Alors comment le Brexit se porterait-il dans ce contexte? D’un point de vue de gauche, on peut trouver quelques bonnes raisons pour soutenir le Brexit : un État-nation fort, libéré du contrôle des technocrates de Bruxelles, peut protéger l’État-providence et contrer une politique d’austérité. Par contre ce qui m’inquiète c’est l’arrière-plan idéologique et politique qui sous-tend cette position. De la Grèce à la France, une nouvelle tendance surgit dans ce qui reste de la “gauche radicale”: la redécouverte du nationalisme. Tout à coup, l’universalisme est balayé d’un revers de la main, considéré comme une contre-partie politique et culturelle sans vie d’un capitalisme mondialisé “sans racine”.

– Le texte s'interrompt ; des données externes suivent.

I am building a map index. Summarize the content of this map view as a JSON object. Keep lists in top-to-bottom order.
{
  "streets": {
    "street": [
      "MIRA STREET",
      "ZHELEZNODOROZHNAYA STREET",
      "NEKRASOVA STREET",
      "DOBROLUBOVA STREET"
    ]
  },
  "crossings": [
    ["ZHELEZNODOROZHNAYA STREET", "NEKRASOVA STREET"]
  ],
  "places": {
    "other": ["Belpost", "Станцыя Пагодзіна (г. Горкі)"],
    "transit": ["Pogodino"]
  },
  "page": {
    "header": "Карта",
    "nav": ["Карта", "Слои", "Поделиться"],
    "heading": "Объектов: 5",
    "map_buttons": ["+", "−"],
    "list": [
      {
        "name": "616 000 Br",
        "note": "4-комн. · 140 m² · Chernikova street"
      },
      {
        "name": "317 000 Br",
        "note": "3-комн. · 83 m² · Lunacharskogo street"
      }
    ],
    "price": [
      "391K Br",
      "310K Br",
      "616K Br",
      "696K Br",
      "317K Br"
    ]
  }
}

La raison de cela est évidente: la montée du populisme national d’extrême-droite en Europe occidentale, qui est désormais la plus forte parmi les forces politiques prônant la protection des intérêts de la classe ouvrière, et simultanément la plus puissante des forces politiques capables de soulever les passions. Voici le raisonnement sur lequel se base [la nouvelle tendance de la gauche radicale] : pourquoi la gauche devrait-elle laisser le champ des passions nationalistes à la droite radicale, pourquoi ne devrait-elle pas “reprendre la patrie au Front National?”
Dans ce populisme de gauche, la logique du “Nous contre Eux” reste intacte. Par contre, ici ”Eux” ne désigne pas de pauvres réfugiés ou immigrants, mais le capital financier, l’État technocratique et bureaucratique. Ce populisme va au-delà du vieil anticapitalisme de la classe ouvrière; il tente de rassembler une constellation de luttes, de l’écologie au féminisme, du droit au travail à l’éducation gratuite et aux soins de santé.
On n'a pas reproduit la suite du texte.